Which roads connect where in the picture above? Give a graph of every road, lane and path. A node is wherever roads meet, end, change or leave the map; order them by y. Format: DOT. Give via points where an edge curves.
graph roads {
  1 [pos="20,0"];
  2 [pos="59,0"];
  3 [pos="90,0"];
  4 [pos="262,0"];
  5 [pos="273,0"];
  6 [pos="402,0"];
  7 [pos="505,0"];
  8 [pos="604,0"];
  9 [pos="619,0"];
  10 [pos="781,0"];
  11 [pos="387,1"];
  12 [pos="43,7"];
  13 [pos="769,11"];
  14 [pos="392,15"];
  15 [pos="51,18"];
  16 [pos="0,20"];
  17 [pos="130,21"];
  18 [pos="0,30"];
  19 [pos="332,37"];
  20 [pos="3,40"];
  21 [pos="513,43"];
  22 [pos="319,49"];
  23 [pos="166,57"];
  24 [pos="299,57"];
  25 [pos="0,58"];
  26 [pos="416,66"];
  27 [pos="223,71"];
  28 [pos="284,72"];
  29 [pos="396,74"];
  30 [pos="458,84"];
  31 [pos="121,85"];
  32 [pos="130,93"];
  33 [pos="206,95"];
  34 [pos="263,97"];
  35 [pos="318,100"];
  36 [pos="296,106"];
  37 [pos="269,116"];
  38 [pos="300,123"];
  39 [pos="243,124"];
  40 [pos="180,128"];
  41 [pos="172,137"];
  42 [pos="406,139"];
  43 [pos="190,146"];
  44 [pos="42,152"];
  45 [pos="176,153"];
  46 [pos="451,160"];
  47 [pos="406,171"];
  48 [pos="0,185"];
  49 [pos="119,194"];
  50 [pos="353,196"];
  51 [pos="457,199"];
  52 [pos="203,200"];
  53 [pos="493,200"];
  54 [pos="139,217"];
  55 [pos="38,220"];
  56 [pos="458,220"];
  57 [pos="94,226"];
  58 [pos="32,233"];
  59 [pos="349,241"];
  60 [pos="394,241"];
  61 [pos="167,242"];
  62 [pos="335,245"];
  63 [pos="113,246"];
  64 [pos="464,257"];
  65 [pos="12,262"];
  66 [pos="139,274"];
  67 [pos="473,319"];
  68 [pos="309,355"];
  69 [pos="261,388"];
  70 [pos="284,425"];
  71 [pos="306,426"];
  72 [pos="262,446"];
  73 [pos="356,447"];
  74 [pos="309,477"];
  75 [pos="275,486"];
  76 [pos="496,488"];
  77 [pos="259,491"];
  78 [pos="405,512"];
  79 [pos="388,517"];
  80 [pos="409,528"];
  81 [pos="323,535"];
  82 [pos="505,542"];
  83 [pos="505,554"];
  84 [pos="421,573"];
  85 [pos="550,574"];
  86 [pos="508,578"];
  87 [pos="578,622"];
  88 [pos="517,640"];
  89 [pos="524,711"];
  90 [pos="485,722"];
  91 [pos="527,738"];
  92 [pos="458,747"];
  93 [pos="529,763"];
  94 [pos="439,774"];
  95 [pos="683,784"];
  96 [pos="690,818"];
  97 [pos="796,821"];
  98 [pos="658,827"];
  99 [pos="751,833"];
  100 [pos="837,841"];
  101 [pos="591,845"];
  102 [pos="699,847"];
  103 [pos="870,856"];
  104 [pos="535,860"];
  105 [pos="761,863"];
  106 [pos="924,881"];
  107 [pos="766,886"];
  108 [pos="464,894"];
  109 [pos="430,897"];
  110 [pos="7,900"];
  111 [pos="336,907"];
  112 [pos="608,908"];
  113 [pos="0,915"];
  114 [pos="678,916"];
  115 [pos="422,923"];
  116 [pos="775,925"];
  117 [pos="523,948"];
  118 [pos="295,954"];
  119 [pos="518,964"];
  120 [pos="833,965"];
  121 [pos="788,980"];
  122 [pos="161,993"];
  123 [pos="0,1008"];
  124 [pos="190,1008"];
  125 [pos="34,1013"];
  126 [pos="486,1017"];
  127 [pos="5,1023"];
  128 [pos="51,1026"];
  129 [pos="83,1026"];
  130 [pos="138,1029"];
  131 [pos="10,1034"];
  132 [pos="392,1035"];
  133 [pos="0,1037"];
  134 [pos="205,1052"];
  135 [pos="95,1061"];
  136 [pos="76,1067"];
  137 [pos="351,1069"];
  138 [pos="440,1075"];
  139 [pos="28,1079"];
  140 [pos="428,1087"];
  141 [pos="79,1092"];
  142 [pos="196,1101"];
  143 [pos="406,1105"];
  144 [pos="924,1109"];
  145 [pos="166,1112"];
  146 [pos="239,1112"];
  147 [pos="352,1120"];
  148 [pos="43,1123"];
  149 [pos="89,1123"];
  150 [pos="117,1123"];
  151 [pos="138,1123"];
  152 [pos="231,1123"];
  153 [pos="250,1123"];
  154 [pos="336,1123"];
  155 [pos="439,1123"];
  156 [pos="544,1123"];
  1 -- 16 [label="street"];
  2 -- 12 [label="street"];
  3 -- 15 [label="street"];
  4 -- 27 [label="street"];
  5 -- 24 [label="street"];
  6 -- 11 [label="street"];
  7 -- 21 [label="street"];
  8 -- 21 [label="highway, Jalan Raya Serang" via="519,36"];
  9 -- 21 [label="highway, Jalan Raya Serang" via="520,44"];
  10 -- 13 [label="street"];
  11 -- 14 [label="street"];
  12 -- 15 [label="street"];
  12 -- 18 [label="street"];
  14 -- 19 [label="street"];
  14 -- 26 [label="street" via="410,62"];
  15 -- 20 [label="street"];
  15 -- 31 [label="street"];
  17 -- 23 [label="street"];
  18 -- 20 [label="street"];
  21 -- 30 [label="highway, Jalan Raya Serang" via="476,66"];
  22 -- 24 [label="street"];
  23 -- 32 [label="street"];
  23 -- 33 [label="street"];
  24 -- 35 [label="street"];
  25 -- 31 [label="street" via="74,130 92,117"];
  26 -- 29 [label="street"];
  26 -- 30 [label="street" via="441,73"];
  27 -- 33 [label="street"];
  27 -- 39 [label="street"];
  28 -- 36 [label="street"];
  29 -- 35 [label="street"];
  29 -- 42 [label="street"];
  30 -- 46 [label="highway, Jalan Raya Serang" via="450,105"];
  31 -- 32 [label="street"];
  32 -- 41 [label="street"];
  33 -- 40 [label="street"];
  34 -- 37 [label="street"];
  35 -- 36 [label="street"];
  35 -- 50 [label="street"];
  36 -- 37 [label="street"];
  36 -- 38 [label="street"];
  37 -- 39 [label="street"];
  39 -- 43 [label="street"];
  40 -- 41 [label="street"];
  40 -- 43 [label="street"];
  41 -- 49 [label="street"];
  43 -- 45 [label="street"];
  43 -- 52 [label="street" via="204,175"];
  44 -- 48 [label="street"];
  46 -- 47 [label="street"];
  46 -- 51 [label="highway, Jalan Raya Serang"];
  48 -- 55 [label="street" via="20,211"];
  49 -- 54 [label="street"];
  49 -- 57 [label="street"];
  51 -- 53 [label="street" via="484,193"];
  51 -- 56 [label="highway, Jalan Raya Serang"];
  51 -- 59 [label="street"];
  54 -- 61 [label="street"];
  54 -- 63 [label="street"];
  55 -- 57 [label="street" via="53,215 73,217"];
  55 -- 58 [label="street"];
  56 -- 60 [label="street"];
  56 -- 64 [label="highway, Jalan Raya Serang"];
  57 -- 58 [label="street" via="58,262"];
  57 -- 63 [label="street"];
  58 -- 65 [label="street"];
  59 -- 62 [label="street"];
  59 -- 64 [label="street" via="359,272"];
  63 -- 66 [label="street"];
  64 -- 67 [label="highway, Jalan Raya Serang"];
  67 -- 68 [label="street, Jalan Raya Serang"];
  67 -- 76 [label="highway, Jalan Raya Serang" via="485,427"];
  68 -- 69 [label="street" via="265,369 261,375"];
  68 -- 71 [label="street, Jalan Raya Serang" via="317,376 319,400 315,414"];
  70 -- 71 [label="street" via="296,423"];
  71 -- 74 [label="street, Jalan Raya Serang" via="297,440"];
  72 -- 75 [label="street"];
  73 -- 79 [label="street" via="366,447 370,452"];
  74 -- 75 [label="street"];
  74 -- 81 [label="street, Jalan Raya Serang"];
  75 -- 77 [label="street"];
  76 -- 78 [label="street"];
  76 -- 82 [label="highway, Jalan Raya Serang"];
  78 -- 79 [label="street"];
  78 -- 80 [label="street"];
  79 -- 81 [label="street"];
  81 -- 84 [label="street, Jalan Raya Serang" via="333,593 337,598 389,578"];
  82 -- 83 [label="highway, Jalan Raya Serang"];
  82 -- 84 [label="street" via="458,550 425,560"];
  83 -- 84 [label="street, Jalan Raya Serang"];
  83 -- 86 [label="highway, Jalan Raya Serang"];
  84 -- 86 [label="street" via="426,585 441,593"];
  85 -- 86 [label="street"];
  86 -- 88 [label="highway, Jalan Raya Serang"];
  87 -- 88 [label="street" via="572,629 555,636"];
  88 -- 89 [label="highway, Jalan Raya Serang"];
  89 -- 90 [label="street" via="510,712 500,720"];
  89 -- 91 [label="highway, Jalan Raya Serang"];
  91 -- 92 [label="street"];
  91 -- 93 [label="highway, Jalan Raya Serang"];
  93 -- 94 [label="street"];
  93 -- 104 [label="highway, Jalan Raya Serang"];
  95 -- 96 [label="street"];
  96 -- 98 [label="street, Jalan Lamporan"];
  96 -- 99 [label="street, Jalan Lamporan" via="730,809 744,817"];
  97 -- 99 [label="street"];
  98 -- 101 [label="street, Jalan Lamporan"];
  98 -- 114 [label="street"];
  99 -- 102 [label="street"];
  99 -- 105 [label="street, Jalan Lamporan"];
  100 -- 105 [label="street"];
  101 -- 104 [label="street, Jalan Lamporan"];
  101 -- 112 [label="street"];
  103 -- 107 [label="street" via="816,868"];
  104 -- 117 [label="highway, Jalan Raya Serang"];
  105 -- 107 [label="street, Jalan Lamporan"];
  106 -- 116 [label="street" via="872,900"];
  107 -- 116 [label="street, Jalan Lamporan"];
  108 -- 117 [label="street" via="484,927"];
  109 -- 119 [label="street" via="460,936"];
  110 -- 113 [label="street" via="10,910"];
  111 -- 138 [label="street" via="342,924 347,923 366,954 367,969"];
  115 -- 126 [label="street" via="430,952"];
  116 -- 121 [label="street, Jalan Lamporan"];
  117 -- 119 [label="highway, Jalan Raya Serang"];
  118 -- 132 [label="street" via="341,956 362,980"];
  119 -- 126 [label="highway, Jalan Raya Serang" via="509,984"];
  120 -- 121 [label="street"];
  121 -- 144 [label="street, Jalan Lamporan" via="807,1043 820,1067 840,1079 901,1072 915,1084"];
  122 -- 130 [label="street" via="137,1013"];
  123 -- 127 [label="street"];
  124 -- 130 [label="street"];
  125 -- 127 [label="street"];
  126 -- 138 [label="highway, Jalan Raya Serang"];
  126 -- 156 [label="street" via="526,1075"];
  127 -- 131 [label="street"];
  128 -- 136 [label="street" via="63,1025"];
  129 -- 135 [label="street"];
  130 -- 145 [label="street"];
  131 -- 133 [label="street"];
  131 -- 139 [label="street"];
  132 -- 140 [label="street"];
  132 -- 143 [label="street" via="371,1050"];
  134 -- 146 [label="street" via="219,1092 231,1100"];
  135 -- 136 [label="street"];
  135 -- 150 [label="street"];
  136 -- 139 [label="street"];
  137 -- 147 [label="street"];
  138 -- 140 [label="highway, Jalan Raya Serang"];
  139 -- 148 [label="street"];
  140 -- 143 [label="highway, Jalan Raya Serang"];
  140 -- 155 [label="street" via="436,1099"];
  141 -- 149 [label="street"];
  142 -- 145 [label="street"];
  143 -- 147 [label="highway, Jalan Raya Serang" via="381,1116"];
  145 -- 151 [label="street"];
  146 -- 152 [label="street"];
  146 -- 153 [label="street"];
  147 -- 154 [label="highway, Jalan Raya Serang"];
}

Exercise requirements: Working from the records above, find how many lines contain the string "graph" and answer with the bare number.

Response below: 2